*What is required*. Each line below needs to be returned exactly. Skip any picture.

↓

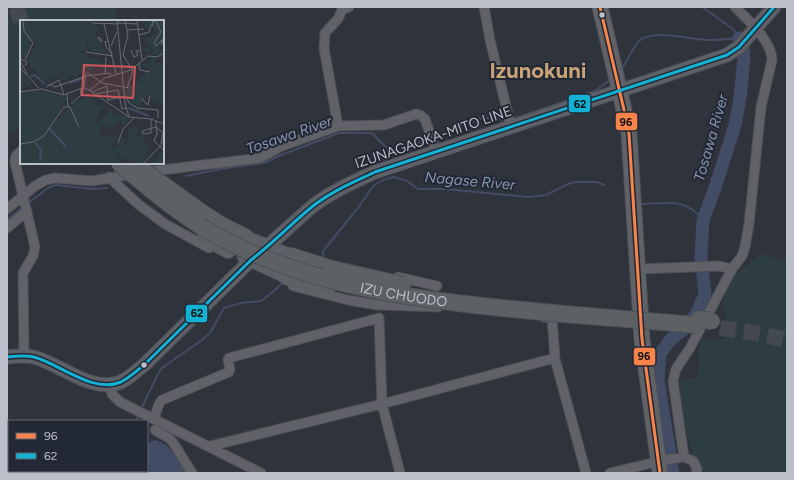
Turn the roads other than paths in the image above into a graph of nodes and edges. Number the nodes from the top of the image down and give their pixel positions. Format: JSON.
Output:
{"nodes":[{"id":1,"x":349,"y":7,"type":"edge"},
{"id":2,"x":484,"y":7,"type":"edge"},
{"id":3,"x":600,"y":7,"type":"edge"},
{"id":4,"x":735,"y":7,"type":"edge"},
{"id":5,"x":774,"y":7,"type":"edge"},
{"id":6,"x":755,"y":28,"type":"junction"},
{"id":7,"x":620,"y":90,"type":"junction"},
{"id":8,"x":338,"y":126,"type":"junction"},
{"id":9,"x":511,"y":127,"type":"junction"},
{"id":10,"x":436,"y":151,"type":"junction"},
{"id":11,"x":20,"y":152,"type":"edge"},
{"id":12,"x":120,"y":164,"type":"edge"},
{"id":13,"x":126,"y":164,"type":"edge"},
{"id":14,"x":134,"y":164,"type":"edge"},
{"id":15,"x":110,"y":170,"type":"edge"},
{"id":16,"x":158,"y":171,"type":"junction"},
{"id":17,"x":23,"y":198,"type":"junction"},
{"id":18,"x":7,"y":210,"type":"edge"},
{"id":19,"x":27,"y":210,"type":"junction"},
{"id":20,"x":7,"y":228,"type":"edge"},
{"id":21,"x":245,"y":237,"type":"junction"},
{"id":22,"x":268,"y":247,"type":"junction"},
{"id":23,"x":228,"y":250,"type":"junction"},
{"id":24,"x":291,"y":256,"type":"junction"},
{"id":25,"x":251,"y":260,"type":"junction"},
{"id":26,"x":732,"y":269,"type":"junction"},
{"id":27,"x":271,"y":270,"type":"junction"},
{"id":28,"x":638,"y":270,"type":"junction"},
{"id":29,"x":374,"y":272,"type":"junction"},
{"id":30,"x":287,"y":277,"type":"joint"},
{"id":31,"x":442,"y":295,"type":"junction"},
{"id":32,"x":378,"y":305,"type":"junction"},
{"id":33,"x":379,"y":318,"type":"junction"},
{"id":34,"x":706,"y":323,"type":"tunnel mouth"},
{"id":35,"x":24,"y":356,"type":"junction"},
{"id":36,"x":7,"y":357,"type":"edge"},
{"id":37,"x":555,"y":360,"type":"junction"},
{"id":38,"x":110,"y":385,"type":"junction"},
{"id":39,"x":382,"y":404,"type":"junction"},
{"id":40,"x":152,"y":417,"type":"junction"},
{"id":41,"x":151,"y":433,"type":"edge"},
{"id":42,"x":210,"y":446,"type":"junction"},
{"id":43,"x":681,"y":458,"type":"junction"},
{"id":44,"x":661,"y":465,"type":"edge"},
{"id":45,"x":192,"y":473,"type":"edge"},
{"id":46,"x":261,"y":473,"type":"edge"},
{"id":47,"x":400,"y":473,"type":"edge"},
{"id":48,"x":586,"y":473,"type":"edge"},
{"id":49,"x":610,"y":473,"type":"edge"},
{"id":50,"x":696,"y":473,"type":"edge"}],
"edges":[{"from":1,"to":8,"type":"street"},
{"from":2,"to":9,"type":"street"},
{"from":3,"to":7,"type":"highway"},
{"from":4,"to":6,"type":"street"},
{"from":5,"to":6,"type":"main road","name":"IZUNAGAOKA-MITO LINE"},
{"from":6,"to":7,"type":"main road","name":"IZUNAGAOKA-MITO LINE"},
{"from":6,"to":26,"type":"street"},
{"from":7,"to":9,"type":"main road","name":"IZUNAGAOKA-MITO LINE"},
{"from":7,"to":28,"type":"highway"},
{"from":8,"to":10,"type":"street"},
{"from":8,"to":16,"type":"street"},
{"from":9,"to":10,"type":"main road","name":"IZUNAGAOKA-MITO LINE"},
{"from":10,"to":22,"type":"main road","name":"IZUNAGAOKA-MITO LINE"},
{"from":11,"to":17,"type":"street"},
{"from":12,"to":31,"type":"highway","name":"IZU CHUODO","bridge":true},
{"from":13,"to":31,"type":"highway","name":"IZU CHUODO"},
{"from":14,"to":21,"type":"highway","bridge":true},
{"from":15,"to":16,"type":"street"},
{"from":15,"to":17,"type":"street"},
{"from":15,"to":23,"type":"highway"},
{"from":15,"to":23,"type":"street"},
{"from":16,"to":21,"type":"street"},
{"from":17,"to":18,"type":"street"},
{"from":17,"to":19,"type":"street"},
{"from":19,"to":20,"type":"street"},
{"from":19,"to":35,"type":"street"},
{"from":21,"to":22,"type":"main road"},
{"from":22,"to":24,"type":"main road"},
{"from":22,"to":25,"type":"main road","name":"IZUNAGAOKA-MITO LINE"},
{"from":23,"to":25,"type":"main road"},
{"from":24,"to":29,"type":"street"},
{"from":24,"to":31,"type":"highway","bridge":true},
{"from":25,"to":27,"type":"main road"},
{"from":25,"to":38,"type":"main road","name":"IZUNAGAOKA-MITO LINE"},
{"from":26,"to":28,"type":"street"},
{"from":26,"to":43,"type":"street"},
{"from":27,"to":30,"type":"main road"},
{"from":27,"to":32,"type":"street"},
{"from":28,"to":44,"type":"highway"},
{"from":29,"to":31,"type":"street"},
{"from":29,"to":32,"type":"street"},
{"from":30,"to":31,"type":"highway","bridge":true},
{"from":31,"to":34,"type":"highway","name":"IZU CHUODO","bridge":true},
{"from":32,"to":33,"type":"street"},
{"from":32,"to":37,"type":"street"},
{"from":33,"to":39,"type":"street"},
{"from":33,"to":40,"type":"street"},
{"from":35,"to":36,"type":"main road"},
{"from":35,"to":38,"type":"main road"},
{"from":37,"to":39,"type":"street"},
{"from":37,"to":48,"type":"street"},
{"from":38,"to":40,"type":"street"},
{"from":39,"to":42,"type":"street"},
{"from":39,"to":47,"type":"street"},
{"from":40,"to":41,"type":"street"},
{"from":40,"to":42,"type":"street"},
{"from":41,"to":45,"type":"street"},
{"from":42,"to":46,"type":"street"},
{"from":43,"to":44,"type":"street"},
{"from":43,"to":50,"type":"street"},
{"from":44,"to":49,"type":"street"}]}
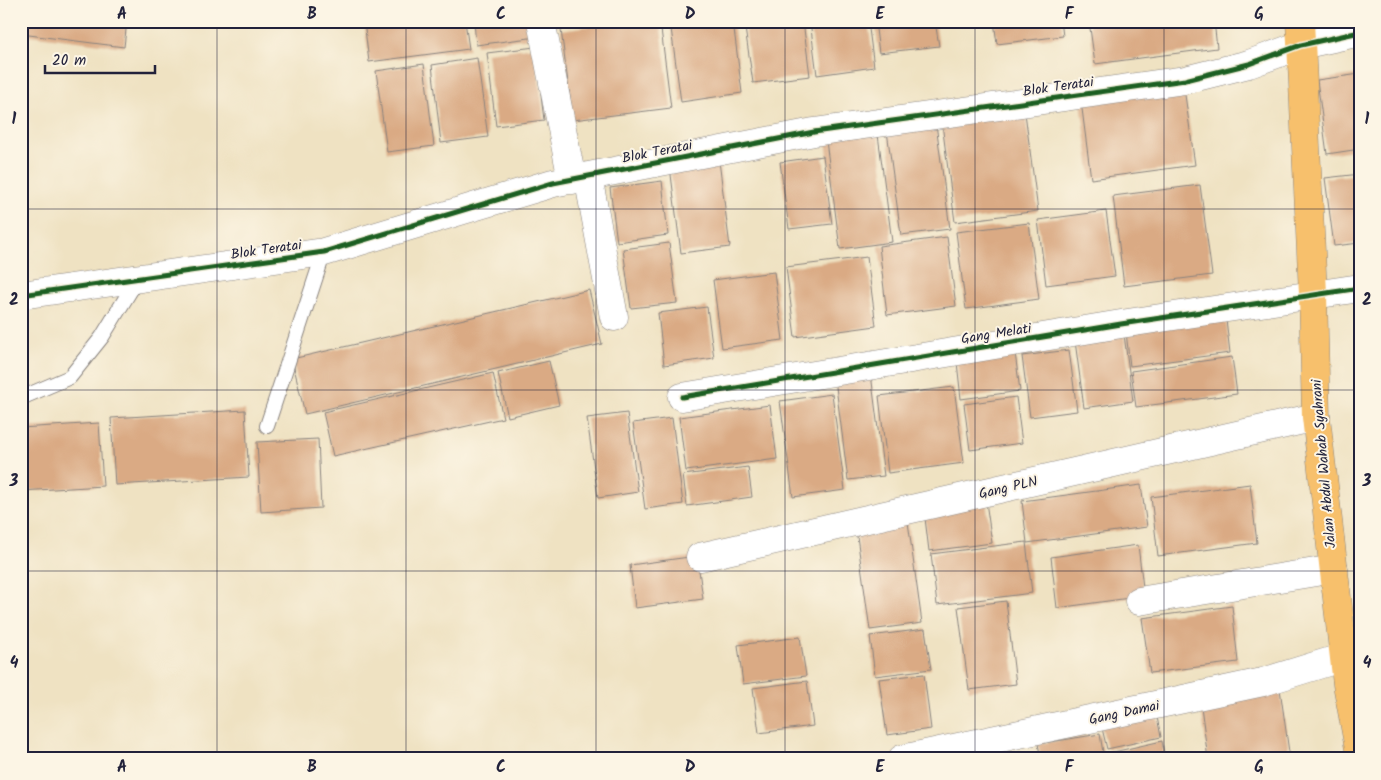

↑

*Answer to this exercise*.
Turn the roads other than paths in the image above into a graph of nodes and edges. Number the nodes from the top of the image down and give their pixel positions. Format: JSON.
Output:
{"nodes":[{"id":1,"x":349,"y":7,"type":"edge"},
{"id":2,"x":484,"y":7,"type":"edge"},
{"id":3,"x":600,"y":7,"type":"edge"},
{"id":4,"x":735,"y":7,"type":"edge"},
{"id":5,"x":774,"y":7,"type":"edge"},
{"id":6,"x":755,"y":28,"type":"junction"},
{"id":7,"x":620,"y":90,"type":"junction"},
{"id":8,"x":338,"y":126,"type":"junction"},
{"id":9,"x":511,"y":127,"type":"junction"},
{"id":10,"x":436,"y":151,"type":"junction"},
{"id":11,"x":20,"y":152,"type":"edge"},
{"id":12,"x":120,"y":164,"type":"edge"},
{"id":13,"x":126,"y":164,"type":"edge"},
{"id":14,"x":134,"y":164,"type":"edge"},
{"id":15,"x":110,"y":170,"type":"edge"},
{"id":16,"x":158,"y":171,"type":"junction"},
{"id":17,"x":23,"y":198,"type":"junction"},
{"id":18,"x":7,"y":210,"type":"edge"},
{"id":19,"x":27,"y":210,"type":"junction"},
{"id":20,"x":7,"y":228,"type":"edge"},
{"id":21,"x":245,"y":237,"type":"junction"},
{"id":22,"x":268,"y":247,"type":"junction"},
{"id":23,"x":228,"y":250,"type":"junction"},
{"id":24,"x":291,"y":256,"type":"junction"},
{"id":25,"x":251,"y":260,"type":"junction"},
{"id":26,"x":732,"y":269,"type":"junction"},
{"id":27,"x":271,"y":270,"type":"junction"},
{"id":28,"x":638,"y":270,"type":"junction"},
{"id":29,"x":374,"y":272,"type":"junction"},
{"id":30,"x":287,"y":277,"type":"joint"},
{"id":31,"x":442,"y":295,"type":"junction"},
{"id":32,"x":378,"y":305,"type":"junction"},
{"id":33,"x":379,"y":318,"type":"junction"},
{"id":34,"x":706,"y":323,"type":"tunnel mouth"},
{"id":35,"x":24,"y":356,"type":"junction"},
{"id":36,"x":7,"y":357,"type":"edge"},
{"id":37,"x":555,"y":360,"type":"junction"},
{"id":38,"x":110,"y":385,"type":"junction"},
{"id":39,"x":382,"y":404,"type":"junction"},
{"id":40,"x":152,"y":417,"type":"junction"},
{"id":41,"x":151,"y":433,"type":"edge"},
{"id":42,"x":210,"y":446,"type":"junction"},
{"id":43,"x":681,"y":458,"type":"junction"},
{"id":44,"x":661,"y":465,"type":"edge"},
{"id":45,"x":192,"y":473,"type":"edge"},
{"id":46,"x":261,"y":473,"type":"edge"},
{"id":47,"x":400,"y":473,"type":"edge"},
{"id":48,"x":586,"y":473,"type":"edge"},
{"id":49,"x":610,"y":473,"type":"edge"},
{"id":50,"x":696,"y":473,"type":"edge"}],
"edges":[{"from":1,"to":8,"type":"street"},
{"from":2,"to":9,"type":"street"},
{"from":3,"to":7,"type":"highway"},
{"from":4,"to":6,"type":"street"},
{"from":5,"to":6,"type":"main road","name":"IZUNAGAOKA-MITO LINE"},
{"from":6,"to":7,"type":"main road","name":"IZUNAGAOKA-MITO LINE"},
{"from":6,"to":26,"type":"street"},
{"from":7,"to":9,"type":"main road","name":"IZUNAGAOKA-MITO LINE"},
{"from":7,"to":28,"type":"highway"},
{"from":8,"to":10,"type":"street"},
{"from":8,"to":16,"type":"street"},
{"from":9,"to":10,"type":"main road","name":"IZUNAGAOKA-MITO LINE"},
{"from":10,"to":22,"type":"main road","name":"IZUNAGAOKA-MITO LINE"},
{"from":11,"to":17,"type":"street"},
{"from":12,"to":31,"type":"highway","name":"IZU CHUODO","bridge":true},
{"from":13,"to":31,"type":"highway","name":"IZU CHUODO"},
{"from":14,"to":21,"type":"highway","bridge":true},
{"from":15,"to":16,"type":"street"},
{"from":15,"to":17,"type":"street"},
{"from":15,"to":23,"type":"highway"},
{"from":15,"to":23,"type":"street"},
{"from":16,"to":21,"type":"street"},
{"from":17,"to":18,"type":"street"},
{"from":17,"to":19,"type":"street"},
{"from":19,"to":20,"type":"street"},
{"from":19,"to":35,"type":"street"},
{"from":21,"to":22,"type":"main road"},
{"from":22,"to":24,"type":"main road"},
{"from":22,"to":25,"type":"main road","name":"IZUNAGAOKA-MITO LINE"},
{"from":23,"to":25,"type":"main road"},
{"from":24,"to":29,"type":"street"},
{"from":24,"to":31,"type":"highway","bridge":true},
{"from":25,"to":27,"type":"main road"},
{"from":25,"to":38,"type":"main road","name":"IZUNAGAOKA-MITO LINE"},
{"from":26,"to":28,"type":"street"},
{"from":26,"to":43,"type":"street"},
{"from":27,"to":30,"type":"main road"},
{"from":27,"to":32,"type":"street"},
{"from":28,"to":44,"type":"highway"},
{"from":29,"to":31,"type":"street"},
{"from":29,"to":32,"type":"street"},
{"from":30,"to":31,"type":"highway","bridge":true},
{"from":31,"to":34,"type":"highway","name":"IZU CHUODO","bridge":true},
{"from":32,"to":33,"type":"street"},
{"from":32,"to":37,"type":"street"},
{"from":33,"to":39,"type":"street"},
{"from":33,"to":40,"type":"street"},
{"from":35,"to":36,"type":"main road"},
{"from":35,"to":38,"type":"main road"},
{"from":37,"to":39,"type":"street"},
{"from":37,"to":48,"type":"street"},
{"from":38,"to":40,"type":"street"},
{"from":39,"to":42,"type":"street"},
{"from":39,"to":47,"type":"street"},
{"from":40,"to":41,"type":"street"},
{"from":40,"to":42,"type":"street"},
{"from":41,"to":45,"type":"street"},
{"from":42,"to":46,"type":"street"},
{"from":43,"to":44,"type":"street"},
{"from":43,"to":50,"type":"street"},
{"from":44,"to":49,"type":"street"}]}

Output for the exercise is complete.